In [9]:
import pandas as pd

train_df = pd.read_csv('dataset/klue_ner_data/konlpy_tagged_basic.csv')

kkma_nouns_list = sum(train_df['kkma_nouns'].apply(lambda x : list(x)), [])
hannanum_nouns_list = [' '.join(nouns) for nouns in train_df['hannanum_nouns']]
komoran_nouns_list = [' '.join(nouns) for nouns in train_df['komoran_nouns']]
mecab_nouns_list = [' '.join(nouns) for nouns in train_df['mecab_nouns']]
okt_nouns_list = [' '.join(nouns) for nouns in train_df['okt_nouns']]

from sklearn.feature_extraction.text import TfidfVectorizer
tfidf_vectorizer = TfidfVectorizer(binary=True, max_features=25000)

kkma_embeddings = tfidf_vectorizer.fit_transform(kkma_nouns_list).toarray()
hannanum_embeddings = tfidf_vectorizer.fit_transform(hannanum_nouns_list).toarray()
komoran_embeddings = tfidf_vectorizer.fit_transform(komoran_nouns_list).toarray()
mecab_embeddings = tfidf_vectorizer.fit_transform(mecab_nouns_list).toarray()
okt_embeddings = tfidf_vectorizer.fit_transform(okt_nouns_list).toarray()

# 실루엣 스코어를 측정하고, 차트를 그려주는 함수
def visualize_silhouette(cluster_lists, X_features): 

    from sklearn.datasets import make_blobs
    from sklearn.cluster import KMeans
    from sklearn.metrics import silhouette_samples, silhouette_score

    import matplotlib.pyplot as plt
    import matplotlib.cm as cm
    import math
    from tqdm import tqdm

    # 입력값으로 클러스터링 갯수들을 리스트로 받아서, 각 갯수별로 클러스터링을 적용하고 실루엣 개수를 구함
    n_cols = len(cluster_lists)

    # plt.subplots()으로 리스트에 기재된 클러스터링 수만큼의 sub figures를 가지는 axs 생성 
    fig, axs = plt.subplots(figsize=(4*n_cols, 4), nrows=1, ncols=n_cols)

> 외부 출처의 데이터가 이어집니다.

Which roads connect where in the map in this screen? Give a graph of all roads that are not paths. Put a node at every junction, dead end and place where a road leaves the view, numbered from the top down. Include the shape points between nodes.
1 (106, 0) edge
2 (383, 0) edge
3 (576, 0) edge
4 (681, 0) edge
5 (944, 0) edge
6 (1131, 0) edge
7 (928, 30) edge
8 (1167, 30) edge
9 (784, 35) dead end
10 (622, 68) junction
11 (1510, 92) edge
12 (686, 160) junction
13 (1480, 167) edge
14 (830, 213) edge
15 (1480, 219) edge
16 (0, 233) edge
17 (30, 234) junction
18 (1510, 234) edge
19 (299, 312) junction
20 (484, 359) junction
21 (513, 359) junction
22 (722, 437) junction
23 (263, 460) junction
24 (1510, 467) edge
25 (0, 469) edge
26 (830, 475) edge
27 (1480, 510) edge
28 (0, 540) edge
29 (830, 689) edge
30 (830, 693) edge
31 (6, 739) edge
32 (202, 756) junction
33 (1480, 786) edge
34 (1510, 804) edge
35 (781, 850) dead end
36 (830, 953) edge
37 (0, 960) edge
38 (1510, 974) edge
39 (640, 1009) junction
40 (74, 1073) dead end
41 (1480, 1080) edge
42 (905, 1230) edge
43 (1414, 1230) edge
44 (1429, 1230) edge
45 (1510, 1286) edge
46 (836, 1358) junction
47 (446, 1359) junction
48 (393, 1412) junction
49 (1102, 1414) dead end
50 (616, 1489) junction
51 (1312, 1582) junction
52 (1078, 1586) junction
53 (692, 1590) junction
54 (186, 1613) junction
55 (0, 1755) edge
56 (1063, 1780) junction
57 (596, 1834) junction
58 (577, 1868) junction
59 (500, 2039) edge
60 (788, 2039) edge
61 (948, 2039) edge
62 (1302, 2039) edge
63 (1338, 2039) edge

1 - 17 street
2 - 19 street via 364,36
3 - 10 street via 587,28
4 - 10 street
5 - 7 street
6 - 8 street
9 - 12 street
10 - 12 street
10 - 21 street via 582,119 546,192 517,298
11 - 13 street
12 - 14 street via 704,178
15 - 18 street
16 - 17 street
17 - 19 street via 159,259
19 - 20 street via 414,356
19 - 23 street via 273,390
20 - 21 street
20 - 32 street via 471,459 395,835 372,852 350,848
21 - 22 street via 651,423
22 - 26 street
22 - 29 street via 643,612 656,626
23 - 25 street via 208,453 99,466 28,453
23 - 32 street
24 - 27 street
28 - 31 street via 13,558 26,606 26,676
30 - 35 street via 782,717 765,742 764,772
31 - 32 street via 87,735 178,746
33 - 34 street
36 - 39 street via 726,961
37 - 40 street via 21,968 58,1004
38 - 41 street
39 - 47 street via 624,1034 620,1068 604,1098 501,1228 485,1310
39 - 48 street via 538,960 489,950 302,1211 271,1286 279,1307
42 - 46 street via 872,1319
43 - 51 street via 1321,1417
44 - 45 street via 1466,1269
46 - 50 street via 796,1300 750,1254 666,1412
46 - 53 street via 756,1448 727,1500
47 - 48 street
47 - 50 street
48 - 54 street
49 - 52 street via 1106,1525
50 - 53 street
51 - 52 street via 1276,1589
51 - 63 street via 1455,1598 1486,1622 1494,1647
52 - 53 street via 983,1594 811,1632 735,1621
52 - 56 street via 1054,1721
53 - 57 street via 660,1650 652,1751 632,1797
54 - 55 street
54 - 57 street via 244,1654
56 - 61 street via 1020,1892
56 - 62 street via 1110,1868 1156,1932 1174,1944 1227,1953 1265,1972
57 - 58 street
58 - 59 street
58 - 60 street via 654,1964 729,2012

    # 리스트에 기재된 클러스터링 갯수들을 차례로 iteration 수행하면서 실루엣 개수 시각화
    for ind, n_cluster in enumerate(tqdm(cluster_lists,desc='kmeans fitting')):

        # KMeans 클러스터링 수행하고, 실루엣 스코어와 개별 데이터의 실루엣 값 계산. 
        clusterer = KMeans(n_clusters = n_cluster, max_iter=500, random_state=0)
        cluster_labels = clusterer.fit_predict(X_features)

        sil_avg = silhouette_score(X_features, cluster_labels)
        sil_values = silhouette_samples(X_features, cluster_labels)

        y_lower = 10
        axs[ind].set_title('Number of Cluster : '+ str(n_cluster)+'\n' \
                          'Silhouette Score :' + str(round(sil_avg,3)) )
        axs[ind].set_xlabel("The silhouette coefficient values")
        axs[ind].set_ylabel("Cluster label")
        axs[ind].set_xlim([-0.1, 1])
        axs[ind].set_ylim([0, len(X_features) + (n_cluster + 1) * 10])
        axs[ind].set_yticks([])  # Clear the yaxis labels / ticks
        axs[ind].set_xticks([0, 0.2, 0.4, 0.6, 0.8, 1])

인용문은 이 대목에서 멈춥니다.